Logo após, a mãe da família se trancou com os filhos no banheiro, com medo de uma possível represália do pai. Somente no dia seguinte, por volta das 8h30, verificaram que Moacir estava de fato morto. Dulce chamou a Polícia Militar no mesmo instante, que nada pode fazer além de atestar o falecimento.

O Conselho Tutelar foi chamado para analisar a situação. Como o garoto é menor de idade, não pode responder criminalmente pelo crime. De acordo com o Estatuto da Criança e do Adolescente (ECA), até 12 anos a pessoa é considerada criança, e merece um tratamento diferenciado em relação a um adolescente, por exemplo.

“Nesse caso não se pode fazer nenhuma reprimenda policial com o garoto”, afirmou Cristiano Augusto Quintas dos Santos, o delegado adjunto da 14.ª Subdivisão Policial de Guarapuava.

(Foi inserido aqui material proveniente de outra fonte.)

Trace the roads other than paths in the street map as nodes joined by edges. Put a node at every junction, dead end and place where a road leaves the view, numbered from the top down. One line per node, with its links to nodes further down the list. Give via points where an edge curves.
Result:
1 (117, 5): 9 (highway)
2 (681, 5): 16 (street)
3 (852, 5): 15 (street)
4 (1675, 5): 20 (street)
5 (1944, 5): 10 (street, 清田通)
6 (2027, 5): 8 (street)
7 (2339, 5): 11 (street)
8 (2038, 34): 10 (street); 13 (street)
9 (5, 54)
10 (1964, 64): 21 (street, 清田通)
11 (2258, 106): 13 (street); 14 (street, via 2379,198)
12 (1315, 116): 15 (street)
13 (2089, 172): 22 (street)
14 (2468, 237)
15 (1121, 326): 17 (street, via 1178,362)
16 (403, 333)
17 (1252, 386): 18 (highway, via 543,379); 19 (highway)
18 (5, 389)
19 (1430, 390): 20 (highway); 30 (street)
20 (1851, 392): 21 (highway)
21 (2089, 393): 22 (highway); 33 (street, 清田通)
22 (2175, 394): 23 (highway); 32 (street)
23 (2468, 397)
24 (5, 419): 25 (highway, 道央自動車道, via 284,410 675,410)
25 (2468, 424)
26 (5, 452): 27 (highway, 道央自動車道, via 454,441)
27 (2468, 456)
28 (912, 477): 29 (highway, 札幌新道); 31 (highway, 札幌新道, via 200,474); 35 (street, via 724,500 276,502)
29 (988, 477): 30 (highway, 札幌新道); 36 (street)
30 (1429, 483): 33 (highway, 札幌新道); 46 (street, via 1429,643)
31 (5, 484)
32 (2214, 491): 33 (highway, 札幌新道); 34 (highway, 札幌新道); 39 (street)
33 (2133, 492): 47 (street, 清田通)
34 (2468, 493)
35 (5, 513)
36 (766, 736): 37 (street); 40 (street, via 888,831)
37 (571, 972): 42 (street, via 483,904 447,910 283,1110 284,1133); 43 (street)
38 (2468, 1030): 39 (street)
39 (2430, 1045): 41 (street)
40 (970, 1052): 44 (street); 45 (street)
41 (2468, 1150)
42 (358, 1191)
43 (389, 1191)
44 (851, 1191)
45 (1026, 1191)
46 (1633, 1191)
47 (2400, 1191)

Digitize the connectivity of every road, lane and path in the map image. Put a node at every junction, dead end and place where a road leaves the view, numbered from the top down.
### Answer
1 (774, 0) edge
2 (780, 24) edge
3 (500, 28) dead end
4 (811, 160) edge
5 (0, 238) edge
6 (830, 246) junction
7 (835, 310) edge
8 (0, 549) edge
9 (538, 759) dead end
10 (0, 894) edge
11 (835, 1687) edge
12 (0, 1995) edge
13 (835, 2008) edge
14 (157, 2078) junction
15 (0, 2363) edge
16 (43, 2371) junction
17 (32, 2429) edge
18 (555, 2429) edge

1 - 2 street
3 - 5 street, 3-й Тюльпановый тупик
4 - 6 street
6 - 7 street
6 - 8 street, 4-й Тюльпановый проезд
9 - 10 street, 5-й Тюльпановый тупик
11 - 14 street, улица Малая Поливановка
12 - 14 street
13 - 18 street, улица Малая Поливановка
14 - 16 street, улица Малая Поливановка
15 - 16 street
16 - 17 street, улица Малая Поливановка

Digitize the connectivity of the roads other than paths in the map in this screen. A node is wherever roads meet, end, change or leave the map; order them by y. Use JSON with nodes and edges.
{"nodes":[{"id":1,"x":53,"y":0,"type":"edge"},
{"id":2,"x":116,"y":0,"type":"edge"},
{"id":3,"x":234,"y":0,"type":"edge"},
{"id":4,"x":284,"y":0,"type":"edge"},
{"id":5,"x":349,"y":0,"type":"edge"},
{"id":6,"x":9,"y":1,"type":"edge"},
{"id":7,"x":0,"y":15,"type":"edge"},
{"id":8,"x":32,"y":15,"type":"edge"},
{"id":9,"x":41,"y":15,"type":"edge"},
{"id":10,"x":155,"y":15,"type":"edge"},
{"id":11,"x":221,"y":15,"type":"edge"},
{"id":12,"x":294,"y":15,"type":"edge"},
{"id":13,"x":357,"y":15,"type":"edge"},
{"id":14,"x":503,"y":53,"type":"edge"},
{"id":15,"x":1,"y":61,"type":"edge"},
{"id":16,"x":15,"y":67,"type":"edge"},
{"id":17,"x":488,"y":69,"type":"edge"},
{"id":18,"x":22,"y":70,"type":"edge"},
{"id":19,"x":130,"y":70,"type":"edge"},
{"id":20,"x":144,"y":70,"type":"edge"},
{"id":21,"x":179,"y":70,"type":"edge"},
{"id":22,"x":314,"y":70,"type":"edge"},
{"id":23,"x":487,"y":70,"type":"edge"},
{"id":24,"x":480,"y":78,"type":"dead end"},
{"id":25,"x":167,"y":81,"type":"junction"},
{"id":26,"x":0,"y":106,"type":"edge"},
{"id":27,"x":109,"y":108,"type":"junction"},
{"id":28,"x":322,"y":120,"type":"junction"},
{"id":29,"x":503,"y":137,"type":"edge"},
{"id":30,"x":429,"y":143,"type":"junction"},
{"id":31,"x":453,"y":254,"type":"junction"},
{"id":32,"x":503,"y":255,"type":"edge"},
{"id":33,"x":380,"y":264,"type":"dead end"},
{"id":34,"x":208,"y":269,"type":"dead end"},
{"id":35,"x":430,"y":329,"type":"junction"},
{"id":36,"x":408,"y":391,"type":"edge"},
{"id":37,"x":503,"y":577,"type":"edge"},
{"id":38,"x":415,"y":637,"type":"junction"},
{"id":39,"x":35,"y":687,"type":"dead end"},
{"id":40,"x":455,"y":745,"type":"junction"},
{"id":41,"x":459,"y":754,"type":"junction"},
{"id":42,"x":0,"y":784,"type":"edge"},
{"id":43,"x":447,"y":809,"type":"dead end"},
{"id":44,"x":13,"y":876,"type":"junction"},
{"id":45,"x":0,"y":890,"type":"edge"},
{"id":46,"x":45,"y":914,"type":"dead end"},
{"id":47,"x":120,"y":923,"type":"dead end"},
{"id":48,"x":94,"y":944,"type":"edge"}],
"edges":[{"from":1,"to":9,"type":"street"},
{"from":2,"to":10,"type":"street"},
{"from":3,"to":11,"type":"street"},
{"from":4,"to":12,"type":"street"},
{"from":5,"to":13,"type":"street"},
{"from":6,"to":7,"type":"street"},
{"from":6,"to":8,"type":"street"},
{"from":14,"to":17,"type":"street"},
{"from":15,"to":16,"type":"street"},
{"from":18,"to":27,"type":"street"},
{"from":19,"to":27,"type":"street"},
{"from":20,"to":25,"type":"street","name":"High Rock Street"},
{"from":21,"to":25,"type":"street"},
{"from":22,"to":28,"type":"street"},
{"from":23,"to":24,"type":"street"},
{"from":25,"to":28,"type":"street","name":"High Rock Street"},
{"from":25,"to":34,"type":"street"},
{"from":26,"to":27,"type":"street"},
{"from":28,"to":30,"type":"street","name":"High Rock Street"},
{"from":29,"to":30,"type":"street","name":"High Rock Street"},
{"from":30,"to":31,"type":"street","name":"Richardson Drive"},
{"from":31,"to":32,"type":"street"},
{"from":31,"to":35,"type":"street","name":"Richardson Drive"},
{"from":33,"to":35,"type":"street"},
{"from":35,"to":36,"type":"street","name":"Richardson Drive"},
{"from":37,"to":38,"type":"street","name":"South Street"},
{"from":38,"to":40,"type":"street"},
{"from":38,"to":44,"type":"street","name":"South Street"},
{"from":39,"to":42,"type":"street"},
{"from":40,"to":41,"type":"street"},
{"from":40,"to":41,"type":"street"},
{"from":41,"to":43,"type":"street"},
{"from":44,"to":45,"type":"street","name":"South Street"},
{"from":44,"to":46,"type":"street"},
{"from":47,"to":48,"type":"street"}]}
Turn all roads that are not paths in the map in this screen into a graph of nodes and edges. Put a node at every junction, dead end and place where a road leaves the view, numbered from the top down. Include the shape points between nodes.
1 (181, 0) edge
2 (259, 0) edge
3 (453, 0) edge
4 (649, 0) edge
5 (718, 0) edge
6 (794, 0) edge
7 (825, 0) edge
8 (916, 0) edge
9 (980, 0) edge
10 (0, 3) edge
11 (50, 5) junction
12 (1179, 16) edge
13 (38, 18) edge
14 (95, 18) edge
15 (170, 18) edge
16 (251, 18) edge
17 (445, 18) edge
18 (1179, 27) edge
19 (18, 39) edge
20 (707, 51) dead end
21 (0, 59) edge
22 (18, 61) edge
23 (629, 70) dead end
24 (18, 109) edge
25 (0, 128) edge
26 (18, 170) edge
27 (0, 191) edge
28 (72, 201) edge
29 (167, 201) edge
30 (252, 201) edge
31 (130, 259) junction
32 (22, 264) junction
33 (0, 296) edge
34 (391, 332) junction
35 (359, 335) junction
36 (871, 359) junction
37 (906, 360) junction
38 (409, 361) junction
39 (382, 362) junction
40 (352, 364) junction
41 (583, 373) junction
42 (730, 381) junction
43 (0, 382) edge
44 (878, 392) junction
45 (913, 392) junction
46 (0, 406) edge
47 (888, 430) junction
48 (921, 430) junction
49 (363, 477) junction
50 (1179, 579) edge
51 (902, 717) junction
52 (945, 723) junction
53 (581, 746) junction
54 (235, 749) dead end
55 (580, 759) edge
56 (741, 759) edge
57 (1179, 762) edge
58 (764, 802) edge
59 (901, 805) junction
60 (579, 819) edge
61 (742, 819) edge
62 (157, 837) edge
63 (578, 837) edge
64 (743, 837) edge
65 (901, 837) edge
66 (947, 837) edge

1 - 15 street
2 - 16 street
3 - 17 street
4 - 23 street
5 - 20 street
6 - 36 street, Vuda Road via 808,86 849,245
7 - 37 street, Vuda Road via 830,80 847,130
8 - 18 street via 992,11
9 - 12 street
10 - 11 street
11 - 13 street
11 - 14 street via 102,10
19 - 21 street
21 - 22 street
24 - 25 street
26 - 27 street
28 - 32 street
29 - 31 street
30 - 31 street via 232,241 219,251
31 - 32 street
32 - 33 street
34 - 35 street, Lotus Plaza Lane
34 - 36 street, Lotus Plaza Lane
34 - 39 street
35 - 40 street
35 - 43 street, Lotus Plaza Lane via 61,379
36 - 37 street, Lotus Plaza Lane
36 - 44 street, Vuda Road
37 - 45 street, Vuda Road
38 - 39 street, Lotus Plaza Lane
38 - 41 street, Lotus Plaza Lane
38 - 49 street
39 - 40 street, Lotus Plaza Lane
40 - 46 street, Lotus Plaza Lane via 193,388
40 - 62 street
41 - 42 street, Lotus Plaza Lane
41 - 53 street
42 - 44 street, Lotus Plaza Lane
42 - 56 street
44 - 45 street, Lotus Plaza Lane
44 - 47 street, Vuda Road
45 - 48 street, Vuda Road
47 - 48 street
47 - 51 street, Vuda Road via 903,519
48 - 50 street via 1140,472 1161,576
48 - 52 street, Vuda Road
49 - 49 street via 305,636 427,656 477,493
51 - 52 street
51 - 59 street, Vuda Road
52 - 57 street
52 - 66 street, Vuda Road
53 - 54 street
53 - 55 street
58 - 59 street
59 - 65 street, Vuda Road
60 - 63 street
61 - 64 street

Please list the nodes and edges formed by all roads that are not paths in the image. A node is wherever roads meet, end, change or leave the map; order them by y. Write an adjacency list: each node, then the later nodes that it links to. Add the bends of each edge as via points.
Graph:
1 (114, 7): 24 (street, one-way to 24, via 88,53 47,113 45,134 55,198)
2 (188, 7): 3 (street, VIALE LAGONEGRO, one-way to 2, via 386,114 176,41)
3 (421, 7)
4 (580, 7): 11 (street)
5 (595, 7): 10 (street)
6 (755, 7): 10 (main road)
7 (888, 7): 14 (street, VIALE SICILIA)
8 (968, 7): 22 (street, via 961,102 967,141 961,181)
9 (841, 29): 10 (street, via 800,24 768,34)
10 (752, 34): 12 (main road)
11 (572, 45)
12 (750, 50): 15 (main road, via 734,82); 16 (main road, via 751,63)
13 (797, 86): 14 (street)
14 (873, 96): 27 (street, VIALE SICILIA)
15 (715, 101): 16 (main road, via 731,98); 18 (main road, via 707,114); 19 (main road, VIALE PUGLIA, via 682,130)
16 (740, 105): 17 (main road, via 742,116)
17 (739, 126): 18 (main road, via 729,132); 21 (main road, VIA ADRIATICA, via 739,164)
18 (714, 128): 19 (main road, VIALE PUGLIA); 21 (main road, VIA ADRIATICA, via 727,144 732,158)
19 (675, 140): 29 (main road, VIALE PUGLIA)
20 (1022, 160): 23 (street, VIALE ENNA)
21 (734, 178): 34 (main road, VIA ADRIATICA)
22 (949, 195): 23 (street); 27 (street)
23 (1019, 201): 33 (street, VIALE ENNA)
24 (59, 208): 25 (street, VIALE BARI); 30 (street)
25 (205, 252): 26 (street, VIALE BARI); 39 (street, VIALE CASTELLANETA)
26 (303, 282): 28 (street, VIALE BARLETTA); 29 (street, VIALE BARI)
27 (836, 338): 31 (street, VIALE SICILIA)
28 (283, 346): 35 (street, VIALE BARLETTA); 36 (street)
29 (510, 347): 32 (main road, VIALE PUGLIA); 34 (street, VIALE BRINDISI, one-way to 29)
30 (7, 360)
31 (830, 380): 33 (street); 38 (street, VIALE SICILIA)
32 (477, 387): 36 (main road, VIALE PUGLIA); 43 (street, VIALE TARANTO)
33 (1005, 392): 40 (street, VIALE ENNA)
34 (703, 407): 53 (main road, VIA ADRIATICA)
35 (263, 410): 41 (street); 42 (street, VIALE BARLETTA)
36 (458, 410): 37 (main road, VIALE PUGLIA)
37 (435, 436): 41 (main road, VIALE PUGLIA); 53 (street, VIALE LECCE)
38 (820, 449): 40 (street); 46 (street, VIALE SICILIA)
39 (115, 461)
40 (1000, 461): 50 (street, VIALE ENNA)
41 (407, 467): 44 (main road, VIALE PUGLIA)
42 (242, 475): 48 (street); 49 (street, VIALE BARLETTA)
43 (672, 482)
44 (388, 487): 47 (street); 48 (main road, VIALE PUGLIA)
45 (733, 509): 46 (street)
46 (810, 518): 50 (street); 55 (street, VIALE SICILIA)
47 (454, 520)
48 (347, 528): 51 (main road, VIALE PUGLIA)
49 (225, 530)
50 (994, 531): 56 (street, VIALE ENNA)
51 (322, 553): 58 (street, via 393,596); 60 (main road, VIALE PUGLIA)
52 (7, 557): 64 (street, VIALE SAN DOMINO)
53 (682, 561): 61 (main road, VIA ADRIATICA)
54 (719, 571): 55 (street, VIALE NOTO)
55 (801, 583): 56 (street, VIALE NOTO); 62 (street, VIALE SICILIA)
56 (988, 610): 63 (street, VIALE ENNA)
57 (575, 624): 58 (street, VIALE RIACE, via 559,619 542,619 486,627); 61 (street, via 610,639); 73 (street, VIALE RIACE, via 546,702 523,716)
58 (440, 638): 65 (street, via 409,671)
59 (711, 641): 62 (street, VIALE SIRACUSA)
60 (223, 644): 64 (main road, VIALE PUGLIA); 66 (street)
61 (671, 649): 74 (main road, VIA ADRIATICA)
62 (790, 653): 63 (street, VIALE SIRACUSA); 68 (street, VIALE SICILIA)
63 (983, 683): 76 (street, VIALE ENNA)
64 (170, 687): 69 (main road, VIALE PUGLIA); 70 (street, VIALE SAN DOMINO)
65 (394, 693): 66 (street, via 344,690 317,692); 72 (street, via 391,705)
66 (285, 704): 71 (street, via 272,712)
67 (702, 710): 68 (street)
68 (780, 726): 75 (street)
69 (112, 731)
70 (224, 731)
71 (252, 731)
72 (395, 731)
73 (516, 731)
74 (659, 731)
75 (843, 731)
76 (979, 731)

O delegado afirmou que muitos vizinhos comentaram que o falecido pai era bastante violento e agredia a família freqüentemente. Além disso ele já tinha um histórico policial e sua arma não estava legalizada. Ele era caminhoneiro e sempre que estava em casa se repetia a barbárie.

Para cuidar da situação da criança o Conselho pretende colocá-lo em tratamento com um psicólogo e adotar uma série de medidas socioeducativas.